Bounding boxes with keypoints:

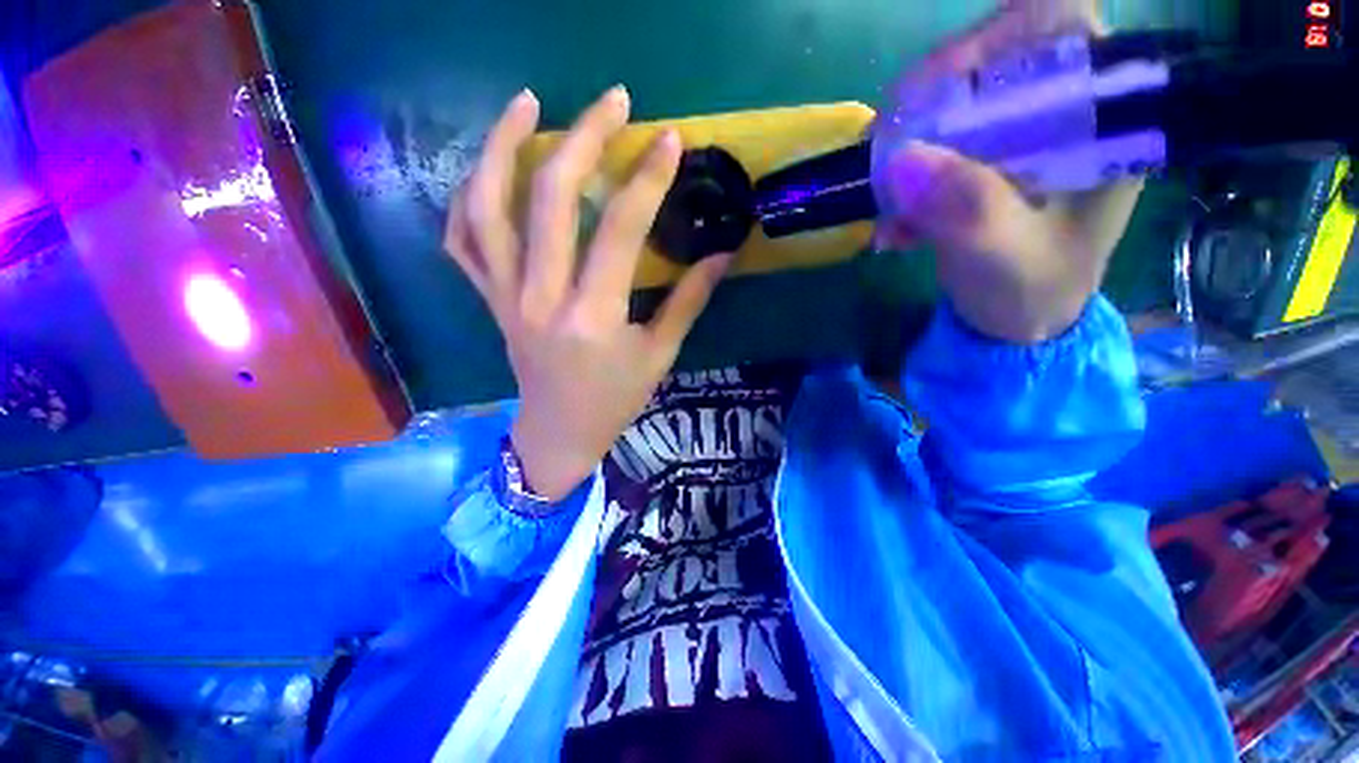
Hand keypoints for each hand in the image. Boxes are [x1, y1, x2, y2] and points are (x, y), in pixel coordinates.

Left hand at [444, 87, 731, 500]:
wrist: (559, 432)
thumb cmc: (614, 399)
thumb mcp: (659, 354)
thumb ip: (688, 300)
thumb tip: (721, 254)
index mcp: (593, 316)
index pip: (620, 229)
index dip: (648, 179)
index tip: (670, 140)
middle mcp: (541, 296)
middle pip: (550, 197)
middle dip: (584, 139)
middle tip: (613, 102)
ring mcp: (505, 294)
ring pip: (486, 205)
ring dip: (503, 146)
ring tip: (527, 103)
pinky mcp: (488, 299)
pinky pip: (461, 238)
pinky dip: (467, 196)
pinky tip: (489, 169)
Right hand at [875, 0, 1141, 343]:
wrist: (1018, 321)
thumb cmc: (1034, 292)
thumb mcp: (1008, 259)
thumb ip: (968, 210)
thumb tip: (901, 161)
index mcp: (1099, 120)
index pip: (1058, 24)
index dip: (994, 36)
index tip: (932, 90)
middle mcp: (1058, 113)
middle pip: (990, 59)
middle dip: (928, 104)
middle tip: (883, 150)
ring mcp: (1012, 137)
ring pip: (949, 106)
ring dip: (904, 153)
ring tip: (883, 208)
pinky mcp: (977, 162)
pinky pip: (929, 151)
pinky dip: (901, 185)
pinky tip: (892, 229)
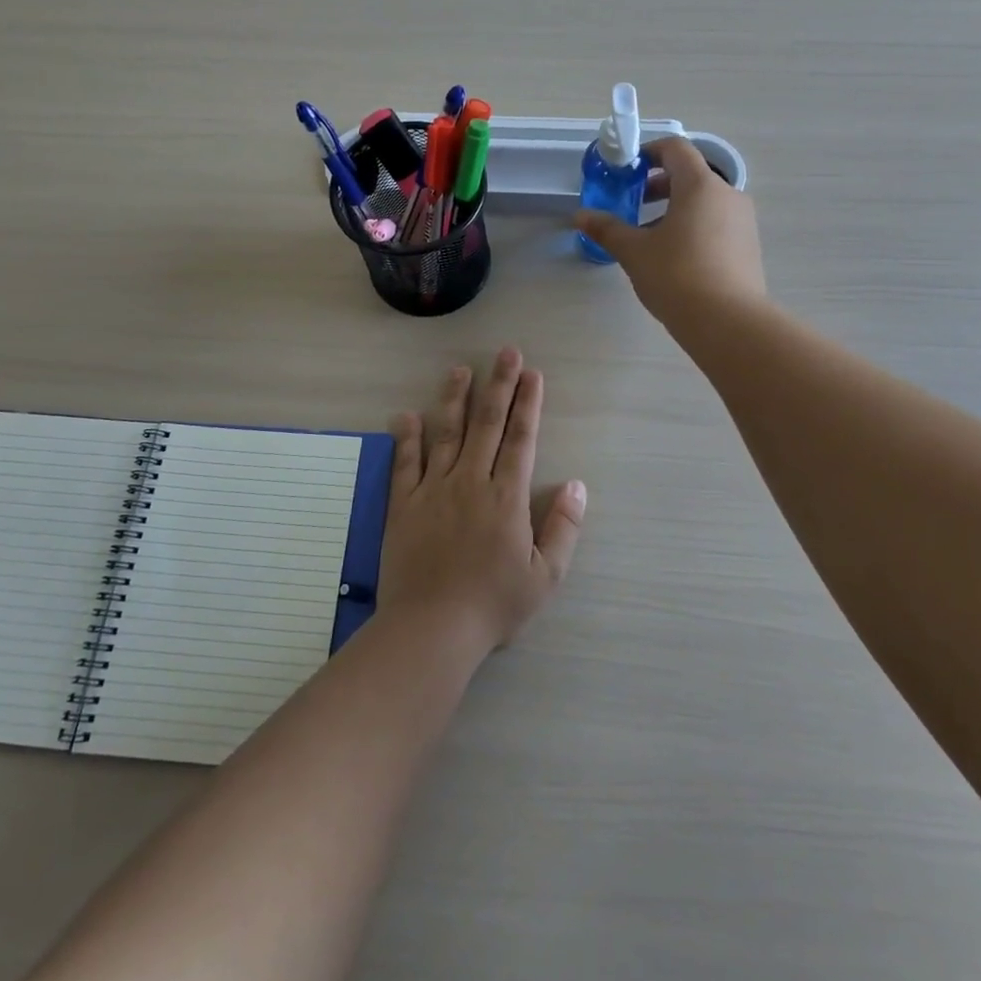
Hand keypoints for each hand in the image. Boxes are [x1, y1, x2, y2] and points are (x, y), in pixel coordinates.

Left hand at [379, 349, 587, 654]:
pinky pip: (406, 463)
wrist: (432, 627)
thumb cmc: (494, 604)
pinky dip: (407, 437)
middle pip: (487, 424)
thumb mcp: (545, 576)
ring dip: (454, 398)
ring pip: (446, 433)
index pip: (521, 438)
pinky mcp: (404, 504)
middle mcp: (471, 481)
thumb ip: (563, 528)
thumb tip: (577, 485)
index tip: (532, 374)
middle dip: (499, 385)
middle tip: (506, 352)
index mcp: (507, 496)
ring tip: (460, 369)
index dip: (528, 403)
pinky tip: (406, 415)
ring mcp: (433, 489)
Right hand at [575, 135, 766, 326]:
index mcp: (700, 185)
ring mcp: (743, 221)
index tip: (627, 170)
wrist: (727, 322)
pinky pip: (717, 223)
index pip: (676, 149)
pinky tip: (675, 258)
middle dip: (659, 184)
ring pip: (705, 202)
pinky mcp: (748, 247)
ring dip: (676, 208)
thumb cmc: (676, 276)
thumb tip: (580, 216)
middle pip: (691, 175)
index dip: (649, 152)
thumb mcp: (634, 251)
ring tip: (650, 236)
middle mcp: (728, 195)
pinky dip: (694, 226)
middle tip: (634, 204)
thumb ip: (607, 229)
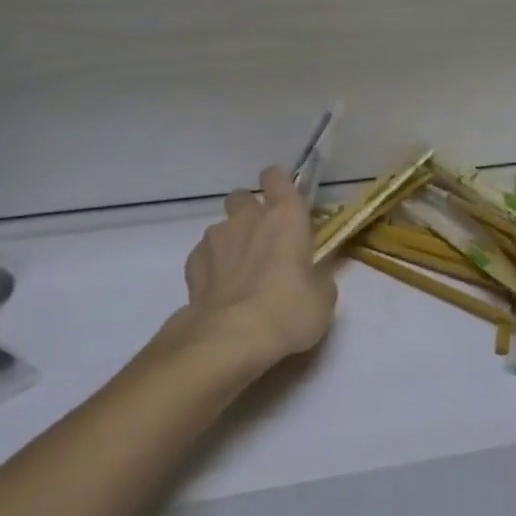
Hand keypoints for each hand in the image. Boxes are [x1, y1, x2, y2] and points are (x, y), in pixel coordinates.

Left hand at [178, 166, 335, 375]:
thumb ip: (319, 278)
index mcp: (285, 216)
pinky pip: (203, 255)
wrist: (231, 339)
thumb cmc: (288, 312)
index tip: (284, 203)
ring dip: (230, 243)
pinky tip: (219, 293)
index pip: (276, 177)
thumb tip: (314, 276)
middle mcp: (248, 218)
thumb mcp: (322, 300)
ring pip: (221, 228)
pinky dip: (211, 268)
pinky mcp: (192, 263)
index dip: (279, 185)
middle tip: (262, 243)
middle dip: (249, 213)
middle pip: (242, 197)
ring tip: (239, 276)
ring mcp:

- [REQUIRED WORK]: Give the records back verbatim, pictures excluded.

- [ANSWER TO THIS TASK]:
Hand keypoints for each hand in the image. Boxes are [x1, y1, x2, y2] and points are (x, y), in pixel coordinates.

Left hand at [444, 87, 731, 500]:
wrist: (559, 432)
thumb cmc: (614, 399)
thumb mcp: (659, 354)
thumb ip: (688, 300)
thumb tip: (721, 254)
index mcp: (593, 316)
index pip: (620, 229)
index dip: (648, 179)
index tip: (670, 140)
middle mcp: (541, 296)
middle pip: (550, 197)
middle dip: (584, 139)
middle tip: (613, 102)
ring mcp: (505, 294)
ring pip: (486, 205)
ring dip: (503, 146)
ring tip: (527, 103)
pinky mcp: (488, 299)
pinky pip: (461, 238)
pinky dip: (467, 196)
pinky tip: (489, 169)
Right hand at [875, 0, 1141, 343]:
wrist: (1018, 321)
thumb cmc: (1034, 292)
thumb mcp: (1008, 259)
thumb ip: (968, 210)
thumb tip: (901, 161)
index mcp: (1099, 120)
index pip: (1058, 24)
index dip: (994, 36)
index tip: (932, 90)
middle mcp: (1058, 113)
middle pip: (990, 59)
middle dip: (928, 104)
middle tip: (883, 150)
ring mcp: (1012, 137)
ring pip: (949, 106)
ring dip: (904, 153)
ring tip: (883, 208)
pinky mcp: (977, 162)
pinky pip: (929, 151)
pinky dip: (901, 185)
pinky tip: (892, 229)
Hand keypoints for each hand in the image. Boxes are [x1, y1, x2, y2] and points are (x, y), in pixel coordinates.

Left hand at [379, 349, 587, 654]:
pinky pip: (406, 463)
wrist: (432, 627)
thumb cmc: (494, 604)
pinky dip: (407, 437)
middle pip: (487, 424)
thumb mcp: (545, 576)
ring dip: (454, 398)
ring pip: (446, 433)
index pip: (521, 438)
pinky mcp: (404, 504)
middle mcp: (471, 481)
thumb ip: (563, 528)
thumb tip: (577, 485)
index tip: (532, 374)
middle dip: (499, 385)
middle tip: (506, 352)
index mcp: (507, 496)
ring tip: (460, 369)
index dip: (528, 403)
pinky tip: (406, 415)
ring mcp: (433, 489)
Right hand at [575, 135, 766, 326]:
index mcp: (700, 185)
ring mcp: (743, 221)
index tip: (627, 170)
wrist: (727, 322)
pinky pip: (717, 223)
index pip: (676, 149)
pinky tip: (675, 258)
middle dip: (659, 184)
ring pip: (705, 202)
pinky mcp: (748, 247)
ring dip: (676, 208)
thumb cmc: (676, 276)
thumb tip: (580, 216)
middle pip: (691, 175)
index dip: (649, 152)
thumb mcp: (634, 251)
ring tip: (650, 236)
middle mcp: (728, 195)
pinky dip: (694, 226)
middle tip: (634, 204)
thumb ip: (607, 229)
Hand keypoints for each hand in the image. Boxes are [x1, y1, x2, y2] and points are (x, y), in pixel coordinates.

Left hand at [178, 166, 335, 375]:
thumb ip: (319, 278)
index mcp: (285, 216)
pinky pip: (203, 255)
wrist: (231, 339)
thumb cmc: (288, 312)
index tip: (284, 203)
ring dip: (230, 243)
pinky tip: (219, 293)
index pip: (276, 177)
thumb tip: (314, 276)
middle mcp: (248, 218)
thumb mcp: (322, 300)
ring pip: (221, 228)
pinky dip: (211, 268)
pinky mcp: (192, 263)
index dip: (279, 185)
middle tip: (262, 243)
middle dip: (249, 213)
middle pip: (242, 197)
ring tip: (239, 276)
ring mcp:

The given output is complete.